Text on a meta level

Double-page spread of a booklet
Double-page spread of a booklet

Apparently the seed for this project was already planted 20 years ago. Posting something this old poses the risk of making a fool of myself, but I’ll do it anyway.

This was from one of my grad projects when studying at Emily Carr. I proposed that ‘text’ is always ‘virtual’ (non-material?), and that it is a meta (x5) medium. Apparently I also treated the accompanying website for my project an ‘electronic sketchbook/composition book’, so this is site really is nothing new.

These rather half-baked thoughts from 20 years ago are what would now be called geosemiotics, a branch of linguistics and an extension of the study of multimodality. See Discourses in place: language in the material world by Ron Scollon and Suzie Wong Scollon, where they look at interaction order, visual semiotics and place semiotics.

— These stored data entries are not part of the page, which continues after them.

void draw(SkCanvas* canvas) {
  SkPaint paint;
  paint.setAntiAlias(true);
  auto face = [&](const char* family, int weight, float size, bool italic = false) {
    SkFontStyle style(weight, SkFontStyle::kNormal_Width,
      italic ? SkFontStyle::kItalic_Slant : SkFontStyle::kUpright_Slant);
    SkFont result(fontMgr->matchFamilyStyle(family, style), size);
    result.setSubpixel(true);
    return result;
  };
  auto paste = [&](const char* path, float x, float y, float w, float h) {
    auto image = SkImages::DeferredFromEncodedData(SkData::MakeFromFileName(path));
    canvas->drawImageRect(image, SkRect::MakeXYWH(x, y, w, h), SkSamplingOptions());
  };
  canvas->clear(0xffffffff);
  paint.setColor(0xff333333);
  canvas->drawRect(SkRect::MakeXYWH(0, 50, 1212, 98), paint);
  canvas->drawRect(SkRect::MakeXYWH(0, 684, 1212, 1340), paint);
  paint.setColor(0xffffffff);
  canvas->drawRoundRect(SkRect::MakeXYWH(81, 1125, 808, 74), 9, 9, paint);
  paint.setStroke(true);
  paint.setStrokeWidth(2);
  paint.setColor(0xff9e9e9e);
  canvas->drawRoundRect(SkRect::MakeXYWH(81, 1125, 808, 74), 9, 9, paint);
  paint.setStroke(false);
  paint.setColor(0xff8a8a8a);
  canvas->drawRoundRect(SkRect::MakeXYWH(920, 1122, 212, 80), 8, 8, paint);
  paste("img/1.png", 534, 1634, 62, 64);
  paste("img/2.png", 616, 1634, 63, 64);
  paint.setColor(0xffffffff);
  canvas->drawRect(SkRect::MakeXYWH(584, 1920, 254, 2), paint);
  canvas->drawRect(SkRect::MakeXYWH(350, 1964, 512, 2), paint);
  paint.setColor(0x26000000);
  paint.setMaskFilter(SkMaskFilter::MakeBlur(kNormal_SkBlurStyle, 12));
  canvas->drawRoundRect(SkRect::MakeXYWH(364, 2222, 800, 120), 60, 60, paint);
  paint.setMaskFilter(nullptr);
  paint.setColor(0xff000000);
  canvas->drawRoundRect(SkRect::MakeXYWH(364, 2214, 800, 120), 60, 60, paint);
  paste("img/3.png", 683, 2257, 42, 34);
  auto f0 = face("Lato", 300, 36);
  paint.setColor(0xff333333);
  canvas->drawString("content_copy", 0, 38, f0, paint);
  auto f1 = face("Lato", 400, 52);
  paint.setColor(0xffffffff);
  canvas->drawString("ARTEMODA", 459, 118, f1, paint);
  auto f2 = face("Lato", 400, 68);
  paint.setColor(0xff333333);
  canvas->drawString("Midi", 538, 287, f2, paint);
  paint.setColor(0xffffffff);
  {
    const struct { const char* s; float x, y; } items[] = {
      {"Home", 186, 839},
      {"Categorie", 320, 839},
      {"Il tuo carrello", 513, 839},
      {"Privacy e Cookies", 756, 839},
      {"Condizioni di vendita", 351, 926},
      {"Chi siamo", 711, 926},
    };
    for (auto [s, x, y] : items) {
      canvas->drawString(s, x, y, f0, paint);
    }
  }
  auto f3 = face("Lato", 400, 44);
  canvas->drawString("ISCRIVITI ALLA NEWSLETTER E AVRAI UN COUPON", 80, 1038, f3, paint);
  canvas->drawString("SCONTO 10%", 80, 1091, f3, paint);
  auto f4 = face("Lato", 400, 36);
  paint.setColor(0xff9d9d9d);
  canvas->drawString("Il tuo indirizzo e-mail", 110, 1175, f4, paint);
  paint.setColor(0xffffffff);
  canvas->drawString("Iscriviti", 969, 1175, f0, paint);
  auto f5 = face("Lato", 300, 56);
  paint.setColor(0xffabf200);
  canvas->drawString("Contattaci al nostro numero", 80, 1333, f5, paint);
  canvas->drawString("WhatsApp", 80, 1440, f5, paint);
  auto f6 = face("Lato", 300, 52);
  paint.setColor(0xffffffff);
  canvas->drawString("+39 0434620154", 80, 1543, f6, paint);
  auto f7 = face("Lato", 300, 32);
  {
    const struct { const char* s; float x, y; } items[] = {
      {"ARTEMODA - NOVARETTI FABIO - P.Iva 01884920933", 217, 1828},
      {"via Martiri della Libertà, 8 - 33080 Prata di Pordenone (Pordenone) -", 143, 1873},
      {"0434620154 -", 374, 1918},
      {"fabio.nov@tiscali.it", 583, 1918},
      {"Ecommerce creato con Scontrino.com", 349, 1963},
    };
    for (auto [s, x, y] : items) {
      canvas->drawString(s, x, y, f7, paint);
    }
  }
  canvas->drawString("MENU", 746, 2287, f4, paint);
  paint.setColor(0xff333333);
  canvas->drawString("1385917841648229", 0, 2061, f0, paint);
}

(to save myself from further embarassment, I won’t upload the horribly dated website)

Text as a Meta-meta-meta-meta-meta-medium

Text is a very peculiar medium. I would like to say that regardless of what medium text is appeared in – whether carved in stone, printed on paper, or transmitted in light – text is something that is always “virtual” – text does not really exist in our reality.

Text is in fact a meta-meta-meta-meta-medium. First of all, text in the most primary form exist in our brains as electrical impulses that carry intangible, invisible and abstract thoughts. The brain is the only place where text can exist in its most pure and primitive form, free from any embellishments and distractions. Unfortunately, the brain is a totally private place. Until we could transmit thoughts directly from mind to mind, we have to find ways to communicate our thoughts via external means. In order to solve this problem, humans then devised ways to code these thoughts in graphical forms – the written languages. As soon as we transcribe our thoughts onto a two-dimensional surface using a written language (making it public), a number of factors begin to come into play. First and foremost, there is the code that tells us that “this is something that can be read, in this particular way.” In order to be recognized as such, a text has to follow a pre-defined set of rules that governs the basic construction and arrangement of each letter (in the case of the Latin alphabet). Meanwhile, the idiosyncratic decisions that we make when transcribing text gives it another dimension of meaning – the typefaces or styles of writing. This is another level of coding that may or may not be decoded by the reader. Then there is the container as mentioned above – the shape, the texture, the mass, the colour etc. And finally, there is the environment (the context) that the text is in – how other elements in the environment enhance or fight with the text, and how other external factors such as lighting, temperature, the obscuring of the text affect the perception of the text.

Text as abstract thoughts in the mind (private)

Text as signs: letters (an archetypal ideal)

Graphical variations on the archetypal ideal: typefaces and writing styles

The ‘container’: shape, colour, texture, mass, etc.
The medium: book, inscription, LCD display, etc.
along with 3 establishes a ‘visual language’
creates authority, neutrality or banality

The context: the environment that the text is in can either enhance or obscure fundamental textual meaning
examples: lighting, relationship to other elements in the space, temporal change, temperature.